What I'm puzzled by is that the comments section of this USA Today article has not been flooded with curbie parents wailing about how miserable and unfair their lives are, how the world must stop this tragedy, yada yada. This is a great surprise to me, considering how our own comments were utterly drowned out by the sheer number of them on the Oprah board. How did the curbie zealots miss sniffing this one out for another chance to use their bullhorns?
Just a quick post from me... (still trying to stay in 'Time-out' mode...)

I was was interviewed for this article back in April after I my inquiery to Suzanne about her post on AFF, which asked for input for an upcoming article that she was writing.

After several e-mail exchanges, my spouse included, I began to get a bad 'vibe' that Suzzane was looking for specific data (the 'crap' Max referes to), and was ignoring the core facts regarding the relationship of my spouse and I; and our family dynamics.

In my opinion Suzzane seemed very 'fixed' on obtaining data that supported a certain perspective, hence I withrew our contribution for the article....  rightly so.

Though as Max said, there was 'some good'... but not much 'good research' though...

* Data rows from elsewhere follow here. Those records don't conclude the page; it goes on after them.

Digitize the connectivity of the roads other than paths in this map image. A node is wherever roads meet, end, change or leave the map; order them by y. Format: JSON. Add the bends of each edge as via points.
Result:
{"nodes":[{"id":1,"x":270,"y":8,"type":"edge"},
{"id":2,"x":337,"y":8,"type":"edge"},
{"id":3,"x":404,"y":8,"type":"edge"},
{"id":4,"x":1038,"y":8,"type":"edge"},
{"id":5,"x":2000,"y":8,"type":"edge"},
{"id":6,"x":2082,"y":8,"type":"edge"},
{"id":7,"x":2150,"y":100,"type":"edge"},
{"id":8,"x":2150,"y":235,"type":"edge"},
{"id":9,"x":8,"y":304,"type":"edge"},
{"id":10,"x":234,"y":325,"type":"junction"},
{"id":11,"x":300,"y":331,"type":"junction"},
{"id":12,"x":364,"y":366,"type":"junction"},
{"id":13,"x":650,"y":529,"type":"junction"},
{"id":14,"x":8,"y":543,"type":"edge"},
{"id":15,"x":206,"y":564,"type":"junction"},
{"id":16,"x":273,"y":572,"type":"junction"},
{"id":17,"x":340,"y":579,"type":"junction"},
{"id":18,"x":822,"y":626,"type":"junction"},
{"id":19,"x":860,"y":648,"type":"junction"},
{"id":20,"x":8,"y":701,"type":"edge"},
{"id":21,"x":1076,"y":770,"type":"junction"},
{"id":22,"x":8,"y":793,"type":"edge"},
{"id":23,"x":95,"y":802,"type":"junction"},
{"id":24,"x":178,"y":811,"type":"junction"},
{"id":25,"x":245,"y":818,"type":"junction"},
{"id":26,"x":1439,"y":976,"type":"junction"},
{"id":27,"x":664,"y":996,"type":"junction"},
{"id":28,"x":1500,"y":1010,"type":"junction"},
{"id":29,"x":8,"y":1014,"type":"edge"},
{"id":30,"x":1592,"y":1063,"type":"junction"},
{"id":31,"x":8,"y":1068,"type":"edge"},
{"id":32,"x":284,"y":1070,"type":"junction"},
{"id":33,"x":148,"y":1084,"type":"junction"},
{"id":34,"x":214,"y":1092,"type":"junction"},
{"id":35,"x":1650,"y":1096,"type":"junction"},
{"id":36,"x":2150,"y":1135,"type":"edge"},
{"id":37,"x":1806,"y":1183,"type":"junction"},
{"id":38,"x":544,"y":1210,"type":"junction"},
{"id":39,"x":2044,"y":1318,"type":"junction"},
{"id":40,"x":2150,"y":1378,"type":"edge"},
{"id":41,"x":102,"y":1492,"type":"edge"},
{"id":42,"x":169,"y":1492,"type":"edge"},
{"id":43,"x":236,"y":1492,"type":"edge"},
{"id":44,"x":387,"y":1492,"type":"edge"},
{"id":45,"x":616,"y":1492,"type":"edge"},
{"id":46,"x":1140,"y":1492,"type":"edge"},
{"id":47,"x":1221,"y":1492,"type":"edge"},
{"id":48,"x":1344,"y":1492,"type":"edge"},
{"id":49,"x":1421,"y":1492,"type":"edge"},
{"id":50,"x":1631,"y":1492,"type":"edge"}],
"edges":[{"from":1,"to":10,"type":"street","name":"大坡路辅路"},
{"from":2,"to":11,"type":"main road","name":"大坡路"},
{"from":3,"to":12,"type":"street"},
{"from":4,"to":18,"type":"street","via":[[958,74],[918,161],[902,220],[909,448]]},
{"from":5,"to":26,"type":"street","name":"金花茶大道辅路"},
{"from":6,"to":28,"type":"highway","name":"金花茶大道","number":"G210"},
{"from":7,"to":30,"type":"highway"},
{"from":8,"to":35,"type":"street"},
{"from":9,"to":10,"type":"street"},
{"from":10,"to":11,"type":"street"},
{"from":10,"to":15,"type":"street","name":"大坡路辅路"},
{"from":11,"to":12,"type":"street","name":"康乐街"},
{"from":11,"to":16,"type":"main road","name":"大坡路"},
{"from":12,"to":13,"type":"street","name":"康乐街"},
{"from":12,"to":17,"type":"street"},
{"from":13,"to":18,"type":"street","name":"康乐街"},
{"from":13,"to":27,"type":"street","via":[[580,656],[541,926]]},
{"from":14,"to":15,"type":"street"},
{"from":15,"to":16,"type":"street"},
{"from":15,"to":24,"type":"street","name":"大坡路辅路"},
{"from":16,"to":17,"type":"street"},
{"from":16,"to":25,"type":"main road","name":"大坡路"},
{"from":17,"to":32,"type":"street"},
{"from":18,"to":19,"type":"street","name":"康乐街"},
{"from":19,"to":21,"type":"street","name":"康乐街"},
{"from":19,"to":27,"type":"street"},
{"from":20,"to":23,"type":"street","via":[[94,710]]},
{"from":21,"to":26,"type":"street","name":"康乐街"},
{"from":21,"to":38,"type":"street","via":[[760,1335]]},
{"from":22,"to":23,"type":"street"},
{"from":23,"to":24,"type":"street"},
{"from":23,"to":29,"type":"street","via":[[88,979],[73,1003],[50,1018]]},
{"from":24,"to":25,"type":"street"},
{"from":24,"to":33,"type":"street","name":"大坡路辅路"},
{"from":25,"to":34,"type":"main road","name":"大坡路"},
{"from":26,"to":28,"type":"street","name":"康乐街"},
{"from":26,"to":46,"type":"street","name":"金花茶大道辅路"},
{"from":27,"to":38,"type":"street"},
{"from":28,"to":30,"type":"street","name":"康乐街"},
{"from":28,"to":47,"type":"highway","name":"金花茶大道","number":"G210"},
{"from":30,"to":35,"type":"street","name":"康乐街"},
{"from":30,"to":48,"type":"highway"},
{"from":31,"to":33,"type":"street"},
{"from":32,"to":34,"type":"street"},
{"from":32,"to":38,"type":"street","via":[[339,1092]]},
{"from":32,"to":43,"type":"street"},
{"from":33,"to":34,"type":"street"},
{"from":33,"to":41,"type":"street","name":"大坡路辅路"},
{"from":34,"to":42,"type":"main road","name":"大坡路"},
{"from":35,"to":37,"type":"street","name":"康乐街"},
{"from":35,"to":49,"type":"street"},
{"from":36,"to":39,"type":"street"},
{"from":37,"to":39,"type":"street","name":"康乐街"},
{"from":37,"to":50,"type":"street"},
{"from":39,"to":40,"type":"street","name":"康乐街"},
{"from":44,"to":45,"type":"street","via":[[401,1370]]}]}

Back to time-out for me.....

Beammeup
Is that to say that Asperger men are not able to sin as well as NT men?  Does that have an implication that Asperger is a good thing after all?
Just a little tidbit about USA Today...  I once found the autobiography of its founder, Al Neuharth, in a dollar store over a decade ago.  (I see it's now on Amazon, with used copies starting at a penny.)  The autobiography is titled Confessions of an S.O.B.  I read some of it but had to stop because I was too busy with college.  In the part I did get to read, however, he does indeed confess to some quite S.O.B.-like behavior.  Just thought I'd share that to give you an idea of what sort of person would found such a paper.

http://www.amazon.com/CONFESSIONS-SOB-Al...038524942X
(The cover of the book alone is good for a laugh.)

Perhaps articles like the one being discussed here are just a continuation of the paper's S.O.B. tradition.
Go ahead, USA Today, tell women not to bother considering a relationship with us, tell them we can't relate to them.  Anyone up for a defamation or libel suit?